There are times when the most of the world goes into a frenzied argument for something without thinking it through. This happens with many kinds of issues from (recent news) geopolitical to (since the beginning of time) religious to (what this post is about) technical issues.
Effective means of reason and deduction are forgotten, research is ignored as unnecessary, the only thing that matters is that everybody (except for a couple of loonies) says so – then it must be true.
This doesn’t happen all the time. Often even large, unrelated groups of people can accomplish amazing feats. But sometimes I’m flabbergasted by the stupidity of the masses.
Public key encryption. Everybody uses it, few people understand it. I do. Many many years ago I read a book called Crypto – an excellent introduction to the science, technology, and politics of cryptography. In particular I learned something very important there that applies to this post: how public key cryptography works. I won’t bore you with the details, fundamentally it’s this:
- There is a key pair – public key and private key.

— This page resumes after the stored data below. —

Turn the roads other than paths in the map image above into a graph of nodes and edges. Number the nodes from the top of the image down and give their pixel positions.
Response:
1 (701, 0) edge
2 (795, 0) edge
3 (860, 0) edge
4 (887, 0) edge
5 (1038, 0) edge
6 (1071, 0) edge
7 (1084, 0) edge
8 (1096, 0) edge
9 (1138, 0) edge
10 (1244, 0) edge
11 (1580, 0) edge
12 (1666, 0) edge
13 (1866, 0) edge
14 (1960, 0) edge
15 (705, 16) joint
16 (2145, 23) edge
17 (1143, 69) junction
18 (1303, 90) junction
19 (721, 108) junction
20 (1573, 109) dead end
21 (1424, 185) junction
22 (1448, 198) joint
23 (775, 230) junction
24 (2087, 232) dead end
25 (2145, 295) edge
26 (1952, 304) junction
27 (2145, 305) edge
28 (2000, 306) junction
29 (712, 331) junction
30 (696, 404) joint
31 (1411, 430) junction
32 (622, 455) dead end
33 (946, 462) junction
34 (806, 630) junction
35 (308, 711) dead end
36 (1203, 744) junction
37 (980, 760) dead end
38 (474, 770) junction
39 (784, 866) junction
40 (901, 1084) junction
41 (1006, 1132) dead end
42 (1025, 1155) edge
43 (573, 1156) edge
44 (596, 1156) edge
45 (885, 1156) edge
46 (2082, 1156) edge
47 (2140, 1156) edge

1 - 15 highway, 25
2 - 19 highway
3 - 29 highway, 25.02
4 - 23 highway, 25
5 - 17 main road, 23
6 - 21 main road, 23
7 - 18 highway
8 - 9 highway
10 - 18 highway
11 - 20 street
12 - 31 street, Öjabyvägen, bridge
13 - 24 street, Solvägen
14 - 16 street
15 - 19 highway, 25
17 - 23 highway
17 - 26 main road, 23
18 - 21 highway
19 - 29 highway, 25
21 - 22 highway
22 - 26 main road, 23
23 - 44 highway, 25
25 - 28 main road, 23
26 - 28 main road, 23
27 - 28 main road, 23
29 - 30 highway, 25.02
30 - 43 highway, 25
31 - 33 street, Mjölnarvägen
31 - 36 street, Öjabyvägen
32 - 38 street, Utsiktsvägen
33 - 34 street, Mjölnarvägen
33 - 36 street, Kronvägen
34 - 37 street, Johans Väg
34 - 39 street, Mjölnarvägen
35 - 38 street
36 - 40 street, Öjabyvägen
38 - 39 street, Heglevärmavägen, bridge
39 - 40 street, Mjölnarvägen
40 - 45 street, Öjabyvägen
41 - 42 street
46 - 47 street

- The holder of the public key can encrypt a message. The key is public – that’s anyone – can encrypt a message.
- Only the holder of the paired private key (private – that’s one person) can decrypt a message encrypted with that public key.
It’s an amazing system made possible by mathematical one-way functions, and it works. Because of it, more than anything else, the current internet was made possible. We would not have had online shopping, banking, services, or anything at all that requires privacy and security on the internet without public key cryptography.
Public key cryptography has one really unfortunate complication – key exchange. You can be sure the holder of the private key is the only one who can read your message that you encrypted with their public key, but how can you be sure you have that person’s public key? What if an impostor slipped you his public key instead?
There are various solutions to this problem, none of them ideal. The most popular one is to have a central authority that certifies the certificates. So if you want to be sure https://www.fsf.org is really the Free Software Foundation and not an impostor – you’ll have to trust their current certificate authority Gandi Standard SSL CA. Who the hell is that? Why should you trust them? Yeah, that’s the problem. The trust is enforced partially by financial benefits and partially by croud-sourced trust: Gandi would lose their business if they were caught issuing fake certificates, that’s all. But it’s the best we’ve got today.
There is one case when a third-party certificate authority is unnecessary, in fact undesired: when I control both ends of the communication. When would that happen? Well it just so happens that I’m currently working on an Android app (my code) which connects to a web service (my code on my server).
I would like to have secure communication between the two. Meaning I need to be sure that either the messages between the two have arrived unmodified and unread by third parties or they will not arrive at all. Perfect use case for pubic key encryption, and I can of course put my own public key in my own Android app to match my own private key on my own server.. right?
No. Or at least not without a great amount of difficulty. Try to find a solution for using a self-signed certificate with the Android (i.e. Apache) DefaultHttpClient or HttpClient. You’ll find a lot of people who will say (with foam at their mouthes) NEVER DO THIS THIS IS INSECURE HORRIBLE TERRIBLE STUPID WHY WOULD YOU EVEN ASK!!!
And it would be ok, if they explained why they think this is the case, but they don’t. Of course not, why bother figuring it out? Everyone else is saying (no, shouting) the same. Must be true.
This is when I start to lose faith in humanity. From “weapons of mass destruction” in Iraq (willingly swallowed by hundreds of millions in the west) to “god has a problem with condoms” (in certain popular religions) to bullshit like this technical problem I’m trying to solve it’s amazing we haven’t blown ourselves up to bits a long time ago.
And it’s not like things like this are rare or are a relic of the unenlightened past, this is happening now and on a global scale. I am dumbfounded, and only mildly optimistic because there are still very many people on this planet who are clearly doing well enough. I just don’t understand how we made it this far.
When (or, I should say “if”) I figure out how to make a connection with HttpClient and a self-signed certificate I’ll post a followup.